**Task:** Determine how many lines of the material below include "junctions", and reply with that number alone.

**Records for this task:**
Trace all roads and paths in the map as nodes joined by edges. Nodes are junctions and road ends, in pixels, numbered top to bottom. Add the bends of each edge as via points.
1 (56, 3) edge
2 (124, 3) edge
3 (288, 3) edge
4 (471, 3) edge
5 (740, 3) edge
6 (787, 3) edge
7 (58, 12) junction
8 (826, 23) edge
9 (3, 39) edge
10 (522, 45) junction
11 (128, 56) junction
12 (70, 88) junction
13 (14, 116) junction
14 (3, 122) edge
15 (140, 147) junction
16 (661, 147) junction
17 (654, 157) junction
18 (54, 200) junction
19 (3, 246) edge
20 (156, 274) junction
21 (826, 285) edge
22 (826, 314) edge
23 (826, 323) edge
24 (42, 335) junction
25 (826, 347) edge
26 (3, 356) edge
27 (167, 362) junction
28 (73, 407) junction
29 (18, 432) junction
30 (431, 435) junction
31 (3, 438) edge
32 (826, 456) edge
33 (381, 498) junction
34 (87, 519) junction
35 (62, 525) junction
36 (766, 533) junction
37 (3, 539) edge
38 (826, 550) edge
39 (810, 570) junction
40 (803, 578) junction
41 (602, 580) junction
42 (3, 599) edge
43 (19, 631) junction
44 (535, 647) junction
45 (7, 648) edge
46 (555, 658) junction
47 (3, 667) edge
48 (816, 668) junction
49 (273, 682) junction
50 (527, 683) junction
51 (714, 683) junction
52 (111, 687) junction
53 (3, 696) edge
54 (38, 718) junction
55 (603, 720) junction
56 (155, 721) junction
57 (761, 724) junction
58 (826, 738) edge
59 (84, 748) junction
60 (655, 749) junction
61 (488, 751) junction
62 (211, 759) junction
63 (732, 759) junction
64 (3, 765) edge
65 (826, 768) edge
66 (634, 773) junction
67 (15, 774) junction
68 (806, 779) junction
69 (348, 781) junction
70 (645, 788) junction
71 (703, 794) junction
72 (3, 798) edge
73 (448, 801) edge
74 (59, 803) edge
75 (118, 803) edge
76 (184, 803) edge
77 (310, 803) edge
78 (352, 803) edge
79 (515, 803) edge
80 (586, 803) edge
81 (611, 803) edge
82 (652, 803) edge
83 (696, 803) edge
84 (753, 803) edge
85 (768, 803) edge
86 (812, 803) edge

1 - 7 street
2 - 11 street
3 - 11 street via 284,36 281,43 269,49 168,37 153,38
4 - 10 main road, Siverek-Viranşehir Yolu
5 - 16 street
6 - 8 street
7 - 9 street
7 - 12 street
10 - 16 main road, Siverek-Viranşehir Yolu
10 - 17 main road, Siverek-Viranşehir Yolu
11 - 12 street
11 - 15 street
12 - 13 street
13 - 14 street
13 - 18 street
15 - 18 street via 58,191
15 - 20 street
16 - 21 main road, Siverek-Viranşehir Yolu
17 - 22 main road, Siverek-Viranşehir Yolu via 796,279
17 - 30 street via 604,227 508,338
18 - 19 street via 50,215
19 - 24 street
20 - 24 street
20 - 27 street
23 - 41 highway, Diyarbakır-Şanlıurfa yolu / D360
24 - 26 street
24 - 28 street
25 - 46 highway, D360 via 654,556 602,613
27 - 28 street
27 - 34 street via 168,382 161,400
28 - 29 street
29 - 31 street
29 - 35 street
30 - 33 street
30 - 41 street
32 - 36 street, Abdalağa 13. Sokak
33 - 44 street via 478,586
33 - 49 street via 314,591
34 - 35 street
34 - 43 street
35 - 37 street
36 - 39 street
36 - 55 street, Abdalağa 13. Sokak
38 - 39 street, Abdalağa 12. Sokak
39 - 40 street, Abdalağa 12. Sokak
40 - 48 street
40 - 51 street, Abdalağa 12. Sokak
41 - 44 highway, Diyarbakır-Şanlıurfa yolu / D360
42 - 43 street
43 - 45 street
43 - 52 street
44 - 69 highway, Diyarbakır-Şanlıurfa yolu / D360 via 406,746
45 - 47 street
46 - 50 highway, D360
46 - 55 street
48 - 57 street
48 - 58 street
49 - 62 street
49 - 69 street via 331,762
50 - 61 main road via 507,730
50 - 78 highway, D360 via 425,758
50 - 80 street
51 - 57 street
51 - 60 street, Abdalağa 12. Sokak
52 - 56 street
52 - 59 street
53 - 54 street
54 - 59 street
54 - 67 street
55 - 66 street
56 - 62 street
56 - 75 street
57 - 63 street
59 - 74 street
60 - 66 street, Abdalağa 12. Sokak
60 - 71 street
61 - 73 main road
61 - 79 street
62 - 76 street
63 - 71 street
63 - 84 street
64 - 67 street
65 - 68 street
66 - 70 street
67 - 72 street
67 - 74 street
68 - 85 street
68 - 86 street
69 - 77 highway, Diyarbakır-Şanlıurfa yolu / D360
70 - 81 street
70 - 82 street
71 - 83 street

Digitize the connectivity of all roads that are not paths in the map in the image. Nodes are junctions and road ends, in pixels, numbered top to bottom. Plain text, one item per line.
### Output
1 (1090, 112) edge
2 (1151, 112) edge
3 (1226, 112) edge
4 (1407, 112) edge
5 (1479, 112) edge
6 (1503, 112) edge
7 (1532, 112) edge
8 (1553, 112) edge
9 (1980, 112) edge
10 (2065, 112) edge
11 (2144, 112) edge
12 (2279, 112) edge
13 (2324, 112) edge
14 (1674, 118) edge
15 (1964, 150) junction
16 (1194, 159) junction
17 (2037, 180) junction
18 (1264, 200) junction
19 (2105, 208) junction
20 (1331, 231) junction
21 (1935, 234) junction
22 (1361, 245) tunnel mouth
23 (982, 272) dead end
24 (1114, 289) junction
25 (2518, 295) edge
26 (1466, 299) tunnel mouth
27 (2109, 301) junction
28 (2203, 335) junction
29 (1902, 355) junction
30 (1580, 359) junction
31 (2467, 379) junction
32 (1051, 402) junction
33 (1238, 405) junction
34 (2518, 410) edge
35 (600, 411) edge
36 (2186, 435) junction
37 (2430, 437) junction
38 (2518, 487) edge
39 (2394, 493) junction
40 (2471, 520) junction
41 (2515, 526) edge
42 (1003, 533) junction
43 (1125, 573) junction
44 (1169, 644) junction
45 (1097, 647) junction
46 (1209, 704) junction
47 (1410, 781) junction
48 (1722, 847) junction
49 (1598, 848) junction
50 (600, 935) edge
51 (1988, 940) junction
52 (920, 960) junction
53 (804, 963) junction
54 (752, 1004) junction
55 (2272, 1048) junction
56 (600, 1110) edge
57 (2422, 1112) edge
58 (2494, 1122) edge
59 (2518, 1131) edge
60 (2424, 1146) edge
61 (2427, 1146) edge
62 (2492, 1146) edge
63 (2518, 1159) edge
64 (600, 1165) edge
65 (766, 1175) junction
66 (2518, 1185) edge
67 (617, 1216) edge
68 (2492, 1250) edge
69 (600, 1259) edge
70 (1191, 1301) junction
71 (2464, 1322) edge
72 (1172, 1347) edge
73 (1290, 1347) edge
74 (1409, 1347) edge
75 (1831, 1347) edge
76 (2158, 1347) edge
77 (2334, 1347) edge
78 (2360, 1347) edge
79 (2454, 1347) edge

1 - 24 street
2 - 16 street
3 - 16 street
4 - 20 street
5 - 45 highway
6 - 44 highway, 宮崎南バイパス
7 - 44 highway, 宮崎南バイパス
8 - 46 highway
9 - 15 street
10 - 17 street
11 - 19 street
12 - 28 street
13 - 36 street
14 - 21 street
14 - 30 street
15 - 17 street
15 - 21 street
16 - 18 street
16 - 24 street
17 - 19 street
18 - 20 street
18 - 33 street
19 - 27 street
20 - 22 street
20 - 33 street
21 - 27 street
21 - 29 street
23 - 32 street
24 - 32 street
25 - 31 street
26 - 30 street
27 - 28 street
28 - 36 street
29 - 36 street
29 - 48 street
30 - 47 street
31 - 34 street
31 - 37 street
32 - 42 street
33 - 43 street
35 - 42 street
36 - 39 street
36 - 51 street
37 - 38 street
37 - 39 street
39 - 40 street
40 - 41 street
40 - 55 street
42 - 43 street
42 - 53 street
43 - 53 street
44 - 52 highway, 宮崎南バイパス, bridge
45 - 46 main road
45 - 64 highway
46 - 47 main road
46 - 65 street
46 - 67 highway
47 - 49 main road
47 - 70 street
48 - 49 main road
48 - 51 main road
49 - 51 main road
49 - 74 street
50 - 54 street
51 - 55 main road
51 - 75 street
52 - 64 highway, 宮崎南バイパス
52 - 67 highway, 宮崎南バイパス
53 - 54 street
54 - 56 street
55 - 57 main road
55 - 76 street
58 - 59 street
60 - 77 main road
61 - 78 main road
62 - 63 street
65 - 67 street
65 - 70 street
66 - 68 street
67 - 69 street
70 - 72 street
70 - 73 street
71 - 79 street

**Task solution:** 2